Studio album by Guster
- Released: May 17, 2024
- Studio: Isokon, Woodstock, New York; Guilford Sound, Guilford, Vermont; Ron's Basement, New Jersey;
- Length: 37:06
- Label: Ocho Mule
- Producer: Josh Kaufman

Guster chronology
| Look Alive (2019) | Ooh La La (2024) |  |

Singles from Ooh La La
- "Keep Going" / "All Day" Released: February 28, 2024; "Maybe We're Alright" Released: April 4, 2024; "The Elevator" Released: April 25, 2024; "When We Were Stars" Released: January 15, 2025;

= Ooh La La (Guster album) =

2024 album by Guster

Ooh La La is the ninth studio album by Guster. It was preceded by the singles "Keep Going" and "All Day", and was released on May 17, 2024. It was mainly produced by Josh Kaufman, who had previously produced albums for the National and the Hold Steady. It is their first album since 2019's Look Alive, which was released over five years prior.

==Recording==
According to frontman Ryan Miller, "Most of these songs were written against the backdrop of what felt like an apocalypse. It was such a transformative time, and we were dealing with a lot of existential questions about what it means to be a father, a husband, a creative person in the midst of all the chaos." Guitarist Adam Gardner stated that "One thing we've continually done as a band is acknowledge what's going on in our world but still bring some positivity to the music. We're always going to be real about what's happening, but we still want to leave people with a feeling of hope." According to Exclaim! magazine, the album "marks a bold departure from its predecessor, 2019's Look Alive, through a bedrock of rich acoustic guitar and lush piano".

==Release==
The album is preceded by two singles, "All Day" and "Keep Going", which Exclaim! called "a big, organic-sounding slice of inspira-rock". Both songs were released on February 28, 2024.

On March 30, Guster sold pre-release CD copies of the album at the Boston date of their We Also Have Eras Tour at MGM Music Hall.

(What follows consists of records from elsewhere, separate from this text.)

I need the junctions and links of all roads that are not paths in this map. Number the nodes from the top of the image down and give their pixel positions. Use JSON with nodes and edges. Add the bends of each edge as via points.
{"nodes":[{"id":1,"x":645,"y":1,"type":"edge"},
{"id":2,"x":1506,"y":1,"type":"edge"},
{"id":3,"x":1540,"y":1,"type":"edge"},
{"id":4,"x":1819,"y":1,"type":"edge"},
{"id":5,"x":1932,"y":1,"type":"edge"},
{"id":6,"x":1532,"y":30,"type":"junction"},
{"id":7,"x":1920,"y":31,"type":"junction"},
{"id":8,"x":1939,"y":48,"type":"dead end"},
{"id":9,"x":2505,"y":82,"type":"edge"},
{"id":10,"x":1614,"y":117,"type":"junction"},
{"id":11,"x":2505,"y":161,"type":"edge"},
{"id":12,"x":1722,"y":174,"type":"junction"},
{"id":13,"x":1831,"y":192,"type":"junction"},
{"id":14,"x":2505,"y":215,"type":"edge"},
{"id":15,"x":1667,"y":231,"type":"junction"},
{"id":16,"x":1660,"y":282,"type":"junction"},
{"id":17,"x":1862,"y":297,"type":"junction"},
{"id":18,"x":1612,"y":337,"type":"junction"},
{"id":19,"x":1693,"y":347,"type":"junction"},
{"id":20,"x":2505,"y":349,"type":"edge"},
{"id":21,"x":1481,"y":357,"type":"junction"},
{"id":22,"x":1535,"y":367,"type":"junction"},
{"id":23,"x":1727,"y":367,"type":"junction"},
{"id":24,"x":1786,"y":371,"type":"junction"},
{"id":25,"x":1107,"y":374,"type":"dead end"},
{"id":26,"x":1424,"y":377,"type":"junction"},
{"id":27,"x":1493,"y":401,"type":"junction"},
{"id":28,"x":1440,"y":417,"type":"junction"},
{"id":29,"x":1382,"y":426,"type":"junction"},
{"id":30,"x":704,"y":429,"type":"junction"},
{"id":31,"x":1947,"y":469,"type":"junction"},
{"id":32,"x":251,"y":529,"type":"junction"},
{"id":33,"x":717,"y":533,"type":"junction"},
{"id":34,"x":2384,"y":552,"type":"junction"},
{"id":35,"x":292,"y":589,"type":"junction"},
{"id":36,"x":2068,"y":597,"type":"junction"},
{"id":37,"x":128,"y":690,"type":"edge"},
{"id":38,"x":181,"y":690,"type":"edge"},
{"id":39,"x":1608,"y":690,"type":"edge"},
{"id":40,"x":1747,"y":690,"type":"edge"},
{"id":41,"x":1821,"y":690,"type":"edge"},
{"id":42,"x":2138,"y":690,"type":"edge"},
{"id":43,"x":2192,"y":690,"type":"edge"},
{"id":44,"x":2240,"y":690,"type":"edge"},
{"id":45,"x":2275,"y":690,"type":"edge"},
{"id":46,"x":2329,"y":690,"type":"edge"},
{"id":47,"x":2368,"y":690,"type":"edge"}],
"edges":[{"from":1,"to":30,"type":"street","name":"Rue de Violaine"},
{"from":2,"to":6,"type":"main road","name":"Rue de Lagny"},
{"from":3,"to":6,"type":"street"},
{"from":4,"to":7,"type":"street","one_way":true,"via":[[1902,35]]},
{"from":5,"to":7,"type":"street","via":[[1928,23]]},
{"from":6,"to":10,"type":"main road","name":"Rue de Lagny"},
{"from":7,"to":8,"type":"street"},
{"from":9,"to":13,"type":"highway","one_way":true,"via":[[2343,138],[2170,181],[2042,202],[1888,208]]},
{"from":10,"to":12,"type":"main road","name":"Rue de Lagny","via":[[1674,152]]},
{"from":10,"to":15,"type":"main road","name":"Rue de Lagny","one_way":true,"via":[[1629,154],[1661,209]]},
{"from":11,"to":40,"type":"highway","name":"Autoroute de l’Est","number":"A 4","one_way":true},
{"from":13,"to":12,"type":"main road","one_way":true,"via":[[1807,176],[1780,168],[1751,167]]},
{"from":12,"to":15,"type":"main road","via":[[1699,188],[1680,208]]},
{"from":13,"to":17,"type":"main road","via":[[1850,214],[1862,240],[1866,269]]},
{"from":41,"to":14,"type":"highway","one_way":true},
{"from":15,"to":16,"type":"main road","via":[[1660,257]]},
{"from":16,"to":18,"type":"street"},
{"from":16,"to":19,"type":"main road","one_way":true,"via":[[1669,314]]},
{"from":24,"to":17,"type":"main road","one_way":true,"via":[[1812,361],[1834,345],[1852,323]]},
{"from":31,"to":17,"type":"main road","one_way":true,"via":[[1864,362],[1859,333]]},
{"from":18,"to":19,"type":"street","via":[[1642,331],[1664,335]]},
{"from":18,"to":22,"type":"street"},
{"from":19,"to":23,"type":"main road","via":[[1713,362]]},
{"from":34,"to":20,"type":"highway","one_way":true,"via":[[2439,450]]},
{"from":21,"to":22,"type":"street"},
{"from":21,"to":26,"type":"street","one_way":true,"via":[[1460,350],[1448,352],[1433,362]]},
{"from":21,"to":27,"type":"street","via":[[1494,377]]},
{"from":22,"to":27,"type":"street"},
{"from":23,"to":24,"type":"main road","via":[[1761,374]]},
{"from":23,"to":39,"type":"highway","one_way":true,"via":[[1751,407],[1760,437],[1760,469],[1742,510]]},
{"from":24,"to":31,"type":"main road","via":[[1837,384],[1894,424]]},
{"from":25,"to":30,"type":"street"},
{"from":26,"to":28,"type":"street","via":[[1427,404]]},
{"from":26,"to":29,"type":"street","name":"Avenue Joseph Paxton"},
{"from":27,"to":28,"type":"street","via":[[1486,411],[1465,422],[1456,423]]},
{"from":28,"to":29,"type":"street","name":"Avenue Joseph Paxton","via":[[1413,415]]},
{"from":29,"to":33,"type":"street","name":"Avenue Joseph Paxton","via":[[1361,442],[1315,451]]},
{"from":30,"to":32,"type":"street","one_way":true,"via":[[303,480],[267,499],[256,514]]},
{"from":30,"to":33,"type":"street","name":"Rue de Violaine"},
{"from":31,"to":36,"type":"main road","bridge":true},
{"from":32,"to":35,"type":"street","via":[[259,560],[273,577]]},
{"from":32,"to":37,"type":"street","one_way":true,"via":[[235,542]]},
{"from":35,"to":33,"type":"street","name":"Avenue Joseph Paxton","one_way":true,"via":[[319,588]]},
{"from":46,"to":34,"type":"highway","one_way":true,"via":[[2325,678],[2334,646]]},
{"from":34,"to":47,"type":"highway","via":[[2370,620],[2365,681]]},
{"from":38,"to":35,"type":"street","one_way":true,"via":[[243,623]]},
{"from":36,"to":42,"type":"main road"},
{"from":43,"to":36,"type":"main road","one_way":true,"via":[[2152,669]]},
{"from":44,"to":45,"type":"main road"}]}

On January 24, 2025, Guster released Ooh La Luxe, an expanded version of the album featuring four new tracks, including two new songs, "It's Wild" and "Enchanté".

==Track listing==

Ooh La La track listing
| No. | Title | Length |
|---|---|---|
| 1. | "This Heart Is Occupied" | 4:44 |
| 2. | "When We Were Stars" | 4:38 |
| 3. | "All Day" | 3:23 |
| 4. | "My Kind" | 3:18 |
| 5. | "Keep Going" | 4:08 |
| 6. | "Gauguin, Cézanne (Everlasting Love)" | 4:04 |
| 7. | "Witness Tree" | 3:02 |
| 8. | "Black Balloon" | 2:58 |
| 9. | "The Elevator" | 3:03 |
| 10. | "Maybe We're Alright" | 3:48 |
| Total length: |  | 37:06 |

Ooh La Luxe deluxe edition bonus tracks
| No. | Title | Length |
|---|---|---|
| 11. | "It's Wild" | 3:46 |
| 12. | "Enchanté" | 2:39 |
| 13. | "It's Wild (Demo)" | 4:41 |
| 14. | "The Elevator (Demo)" | 1:31 |
| Total length: |  | 49:43 |

==Personnel==
- Josh Kaufman – producer
- Adam Ayan – mastering
- Daniel James Goodwin – mixing (track 1), engineering (tracks 1, 4–10)
- Rich Costey – mixing, engineering (tracks 2, 3)
- Peter Katis – mixing (tracks 4–10)
- Jeff Citron – engineering (tracks 2, 3)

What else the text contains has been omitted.